## Task requirements
From the listing below, copy each line that holds "PARMELEE".

## Data supplied
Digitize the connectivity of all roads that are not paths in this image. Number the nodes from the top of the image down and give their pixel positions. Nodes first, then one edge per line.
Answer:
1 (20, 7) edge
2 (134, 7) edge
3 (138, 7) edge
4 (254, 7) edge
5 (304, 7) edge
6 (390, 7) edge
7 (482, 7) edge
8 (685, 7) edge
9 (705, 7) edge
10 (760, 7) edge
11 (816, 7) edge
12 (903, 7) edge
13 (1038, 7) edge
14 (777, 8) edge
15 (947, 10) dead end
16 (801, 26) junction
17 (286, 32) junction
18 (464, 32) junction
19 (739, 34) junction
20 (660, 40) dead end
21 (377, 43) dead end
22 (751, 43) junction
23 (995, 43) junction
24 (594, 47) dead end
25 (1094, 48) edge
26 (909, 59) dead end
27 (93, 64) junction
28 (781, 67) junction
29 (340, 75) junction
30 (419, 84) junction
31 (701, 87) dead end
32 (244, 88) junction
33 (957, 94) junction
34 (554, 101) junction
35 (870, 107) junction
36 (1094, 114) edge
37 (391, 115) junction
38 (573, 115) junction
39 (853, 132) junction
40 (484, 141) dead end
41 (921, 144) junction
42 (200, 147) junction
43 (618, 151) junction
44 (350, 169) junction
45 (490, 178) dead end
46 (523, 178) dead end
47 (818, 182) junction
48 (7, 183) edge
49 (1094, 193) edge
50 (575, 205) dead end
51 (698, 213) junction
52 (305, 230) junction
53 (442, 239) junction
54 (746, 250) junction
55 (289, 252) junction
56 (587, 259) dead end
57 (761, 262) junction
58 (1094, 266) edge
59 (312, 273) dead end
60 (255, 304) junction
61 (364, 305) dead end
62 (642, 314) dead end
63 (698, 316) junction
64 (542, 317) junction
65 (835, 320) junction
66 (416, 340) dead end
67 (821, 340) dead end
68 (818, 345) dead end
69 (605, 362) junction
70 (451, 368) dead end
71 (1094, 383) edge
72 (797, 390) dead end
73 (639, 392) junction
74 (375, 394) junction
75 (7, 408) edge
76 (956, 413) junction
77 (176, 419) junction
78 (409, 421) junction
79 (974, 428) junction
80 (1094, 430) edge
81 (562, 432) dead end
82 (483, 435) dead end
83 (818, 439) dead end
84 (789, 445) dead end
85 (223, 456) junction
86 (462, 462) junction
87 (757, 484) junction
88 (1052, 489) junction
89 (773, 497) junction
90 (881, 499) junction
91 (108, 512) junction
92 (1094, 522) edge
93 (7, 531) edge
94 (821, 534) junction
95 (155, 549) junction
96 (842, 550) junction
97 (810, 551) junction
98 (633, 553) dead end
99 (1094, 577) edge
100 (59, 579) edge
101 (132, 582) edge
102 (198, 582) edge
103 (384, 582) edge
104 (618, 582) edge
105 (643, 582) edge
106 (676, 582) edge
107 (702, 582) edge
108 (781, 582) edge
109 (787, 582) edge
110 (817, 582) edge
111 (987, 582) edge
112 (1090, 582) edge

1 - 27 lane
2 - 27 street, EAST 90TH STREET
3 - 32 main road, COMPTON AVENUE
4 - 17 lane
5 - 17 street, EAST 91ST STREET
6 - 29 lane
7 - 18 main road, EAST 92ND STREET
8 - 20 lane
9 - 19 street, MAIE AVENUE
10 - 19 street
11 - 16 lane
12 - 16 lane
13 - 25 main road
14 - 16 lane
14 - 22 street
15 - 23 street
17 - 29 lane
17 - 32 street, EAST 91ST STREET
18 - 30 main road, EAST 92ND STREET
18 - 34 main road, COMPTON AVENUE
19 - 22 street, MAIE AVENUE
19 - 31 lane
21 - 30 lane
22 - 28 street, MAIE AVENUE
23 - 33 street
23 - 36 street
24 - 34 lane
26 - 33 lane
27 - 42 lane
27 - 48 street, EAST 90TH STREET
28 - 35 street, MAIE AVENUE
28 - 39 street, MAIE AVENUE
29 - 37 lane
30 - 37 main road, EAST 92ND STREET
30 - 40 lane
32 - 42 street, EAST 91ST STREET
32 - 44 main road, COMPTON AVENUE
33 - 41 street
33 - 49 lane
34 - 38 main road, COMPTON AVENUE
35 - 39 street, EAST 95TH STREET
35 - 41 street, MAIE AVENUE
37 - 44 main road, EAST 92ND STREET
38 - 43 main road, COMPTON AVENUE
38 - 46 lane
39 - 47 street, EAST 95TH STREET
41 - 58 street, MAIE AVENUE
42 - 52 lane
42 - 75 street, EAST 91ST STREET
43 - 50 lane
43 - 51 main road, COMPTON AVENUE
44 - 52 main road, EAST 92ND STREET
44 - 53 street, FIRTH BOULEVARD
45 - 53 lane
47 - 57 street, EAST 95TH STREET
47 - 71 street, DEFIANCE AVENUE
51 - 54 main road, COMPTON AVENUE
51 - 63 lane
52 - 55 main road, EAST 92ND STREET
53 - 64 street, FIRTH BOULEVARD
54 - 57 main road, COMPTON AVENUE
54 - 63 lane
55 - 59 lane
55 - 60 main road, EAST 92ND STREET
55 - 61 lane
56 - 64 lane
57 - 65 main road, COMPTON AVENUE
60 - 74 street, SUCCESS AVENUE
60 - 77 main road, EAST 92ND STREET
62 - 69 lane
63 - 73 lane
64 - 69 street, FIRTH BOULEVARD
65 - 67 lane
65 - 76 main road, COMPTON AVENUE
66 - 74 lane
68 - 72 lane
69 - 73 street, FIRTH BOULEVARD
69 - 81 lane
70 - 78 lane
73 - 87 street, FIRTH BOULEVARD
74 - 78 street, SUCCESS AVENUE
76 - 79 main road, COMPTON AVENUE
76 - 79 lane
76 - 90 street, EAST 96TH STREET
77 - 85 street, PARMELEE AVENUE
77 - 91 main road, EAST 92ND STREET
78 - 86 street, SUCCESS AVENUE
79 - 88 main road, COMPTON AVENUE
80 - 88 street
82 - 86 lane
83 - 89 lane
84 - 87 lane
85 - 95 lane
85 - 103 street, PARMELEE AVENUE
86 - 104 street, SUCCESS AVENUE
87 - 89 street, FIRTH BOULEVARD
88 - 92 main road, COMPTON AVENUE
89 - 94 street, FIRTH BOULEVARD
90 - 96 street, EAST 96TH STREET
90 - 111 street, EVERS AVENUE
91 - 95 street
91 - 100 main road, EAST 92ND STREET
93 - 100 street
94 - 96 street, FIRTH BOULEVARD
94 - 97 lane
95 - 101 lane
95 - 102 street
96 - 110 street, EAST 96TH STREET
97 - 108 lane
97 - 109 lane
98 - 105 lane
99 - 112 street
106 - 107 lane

## Written solution
77 - 85 street, PARMELEE AVENUE
85 - 103 street, PARMELEE AVENUE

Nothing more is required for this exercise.